Thirdly, and as a result of the omission noted in the latter bullet point, the decision letter failed to specify that requested information was refused under section 9(2)(h) of the OIA. This meant that the NZCCL’s ability to complain to the Ombudsman about the decision to withhold information under this section was effectively delayed.

Finally, the Minister’s letter on 22 November 2021 failed to refer to the particular subsection relied on under the OIA to confirm refusal of the request. The notification of the decision simply stated:

I have made the decision to proactively release all decision making documents relating to…on the Unite against COVID-19 website… I intend to publish this information by late January 2022.

As noted in Kelsey v Minister of Trade [2015] NZHC 2497:

[125] The noun “reason” in s 19(a)(i) of the Act refers to one of the statutory reasons for refusing a request to release official information set out in s 18(a)-(h) of the Act. The Act requires the decision-maker to specify one of those reasons at the time a request for official information is refused. All the decision-maker needs to do is specify which of the provisions in s 18(a)-(h) has been relied upon when the request for official information is refused.

The bottom line is that a decision to release information proactively does not absolve a decision-maker of their responsibilities to a requester under the OIA. The discretion to refuse a request under section 18(d) must be notified properly and exercised reasonably, and with regard to the particular circumstances of each case. In this instance, the decision on the request was made outside the statutory timeframe. It also did not specify the reason for refusal, consider the requested information that would not be included in the information to be published, or advise that the published information would contain redactions. All this occurred in the context of a genuine request for urgency.


For these reasons, the Ombudsman formed the opinion that the response the Minister communicated to the NZCCL on 22 November 2021 was unreasonable.

The Ombudsman decided to issue this case note to make his expectations around the use of section 18(d) clear and so that his findings could inform decision-making on all official information requests.


This case note is published under the authority of the Ombudsmen Rules 1989 . It sets out an Ombudsman’s view on the facts of a particular case. It should not be taken as establishing any legal precedent that would bind an Ombudsman in future.

[1]    Section 30(1)(b) provides that in the context of an investigation of a complaint made under section 28, an Ombudsman can form the opinion that the decision complained of is unreasonable.

[2]    NZCCL’s request for ‘information provided to the sectors or organisations the government is consulting with on the vaccine certificate’ was not addressed in the response of 22 November.

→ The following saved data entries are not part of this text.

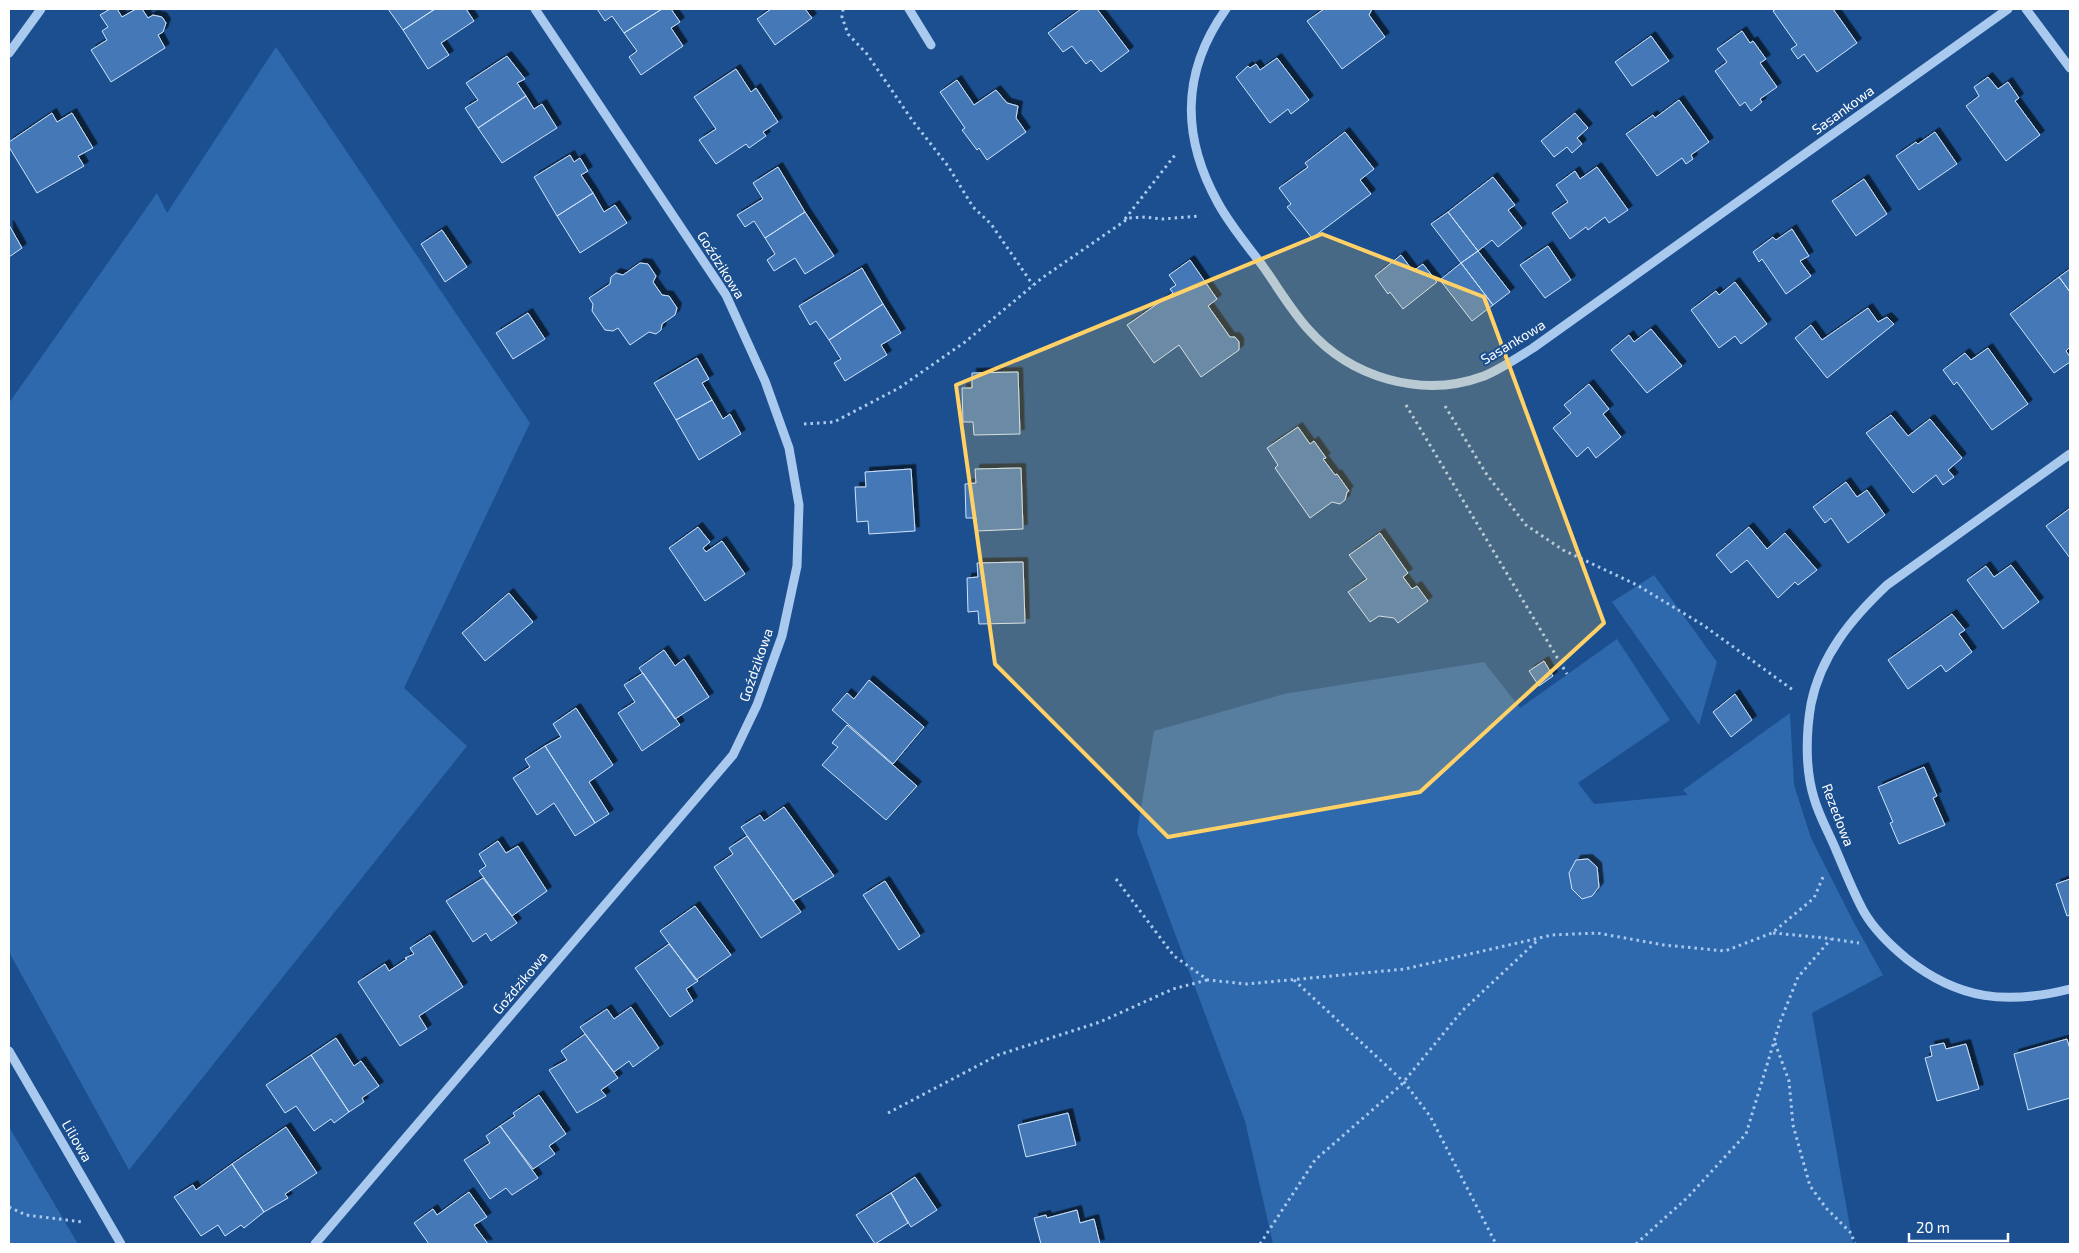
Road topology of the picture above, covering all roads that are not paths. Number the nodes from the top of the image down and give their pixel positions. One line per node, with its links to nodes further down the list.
1 (42, 9): 8 (street)
2 (535, 9): 14 (street, Goździkowa)
3 (909, 9): 7 (street)
4 (1226, 9): 5 (street, Sasankowa)
5 (2008, 9)
6 (2026, 9): 9 (street)
7 (931, 45)
8 (9, 53)
9 (2070, 68)
10 (2070, 454): 11 (street, Rezedowa)
11 (2070, 989)
12 (9, 1050): 13 (street, Liliowa)
13 (121, 1244)
14 (315, 1244)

The Minister apologised for this oversight and released this information to the requester during the course of the Ombudsman’s investigation.

[3]    A guide to section 18(d) of the OIA and section 17(d) of the LGOIMA, at page 3 provides ‘Agencies must identify the specific information requested, and be satisfied that this information is or will soon be publicly available. …If only some of the information requested is or will soon be publicly available, then a partial refusal may be justified. However, a decision on the remaining information that is not publicly available, or is not intended to be made publicly available, must be made.’